((
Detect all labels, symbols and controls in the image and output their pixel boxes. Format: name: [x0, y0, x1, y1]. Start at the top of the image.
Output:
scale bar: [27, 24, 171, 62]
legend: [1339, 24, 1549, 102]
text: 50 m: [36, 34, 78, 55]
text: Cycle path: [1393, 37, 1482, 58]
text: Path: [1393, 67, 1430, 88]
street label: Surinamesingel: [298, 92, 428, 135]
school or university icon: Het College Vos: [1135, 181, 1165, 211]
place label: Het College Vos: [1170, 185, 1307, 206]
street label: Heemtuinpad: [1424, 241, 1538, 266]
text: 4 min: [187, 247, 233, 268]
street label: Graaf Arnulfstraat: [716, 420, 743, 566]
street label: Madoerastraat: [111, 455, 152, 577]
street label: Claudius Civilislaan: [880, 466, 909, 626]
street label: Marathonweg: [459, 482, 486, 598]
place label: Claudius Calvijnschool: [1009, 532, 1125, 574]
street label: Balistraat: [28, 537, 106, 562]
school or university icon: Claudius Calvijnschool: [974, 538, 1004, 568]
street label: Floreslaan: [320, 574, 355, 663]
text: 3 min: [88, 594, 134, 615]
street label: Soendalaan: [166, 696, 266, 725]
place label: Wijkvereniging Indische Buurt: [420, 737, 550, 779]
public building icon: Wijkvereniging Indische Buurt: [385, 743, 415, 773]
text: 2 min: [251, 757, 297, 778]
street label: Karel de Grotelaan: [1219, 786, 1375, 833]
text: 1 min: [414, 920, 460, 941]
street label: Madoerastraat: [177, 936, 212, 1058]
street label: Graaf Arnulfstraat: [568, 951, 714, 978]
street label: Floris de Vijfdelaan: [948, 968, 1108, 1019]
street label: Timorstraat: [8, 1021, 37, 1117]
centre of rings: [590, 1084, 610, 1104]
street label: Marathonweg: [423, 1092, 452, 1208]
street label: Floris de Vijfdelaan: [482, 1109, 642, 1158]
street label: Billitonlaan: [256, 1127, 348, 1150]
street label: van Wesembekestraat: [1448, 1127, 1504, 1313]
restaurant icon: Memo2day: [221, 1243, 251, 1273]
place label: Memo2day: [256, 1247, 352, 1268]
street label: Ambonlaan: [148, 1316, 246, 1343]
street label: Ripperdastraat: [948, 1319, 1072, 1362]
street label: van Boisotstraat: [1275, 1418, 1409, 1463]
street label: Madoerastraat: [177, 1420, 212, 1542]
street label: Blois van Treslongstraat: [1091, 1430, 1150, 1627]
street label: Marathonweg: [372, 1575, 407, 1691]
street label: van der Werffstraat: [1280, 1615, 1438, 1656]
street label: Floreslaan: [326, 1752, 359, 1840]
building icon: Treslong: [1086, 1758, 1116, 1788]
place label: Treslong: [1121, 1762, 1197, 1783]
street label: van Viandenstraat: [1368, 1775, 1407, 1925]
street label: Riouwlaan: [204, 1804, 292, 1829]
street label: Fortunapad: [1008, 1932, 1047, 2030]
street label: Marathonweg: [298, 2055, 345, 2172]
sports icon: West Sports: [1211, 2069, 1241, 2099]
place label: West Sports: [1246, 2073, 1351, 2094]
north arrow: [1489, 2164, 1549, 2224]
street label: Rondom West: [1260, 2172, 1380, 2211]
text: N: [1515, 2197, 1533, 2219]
))
> Exercise details:
Say only the number of lines of the data above in which the string "Arnulfstraat" occurs.

> Reply to the task:
2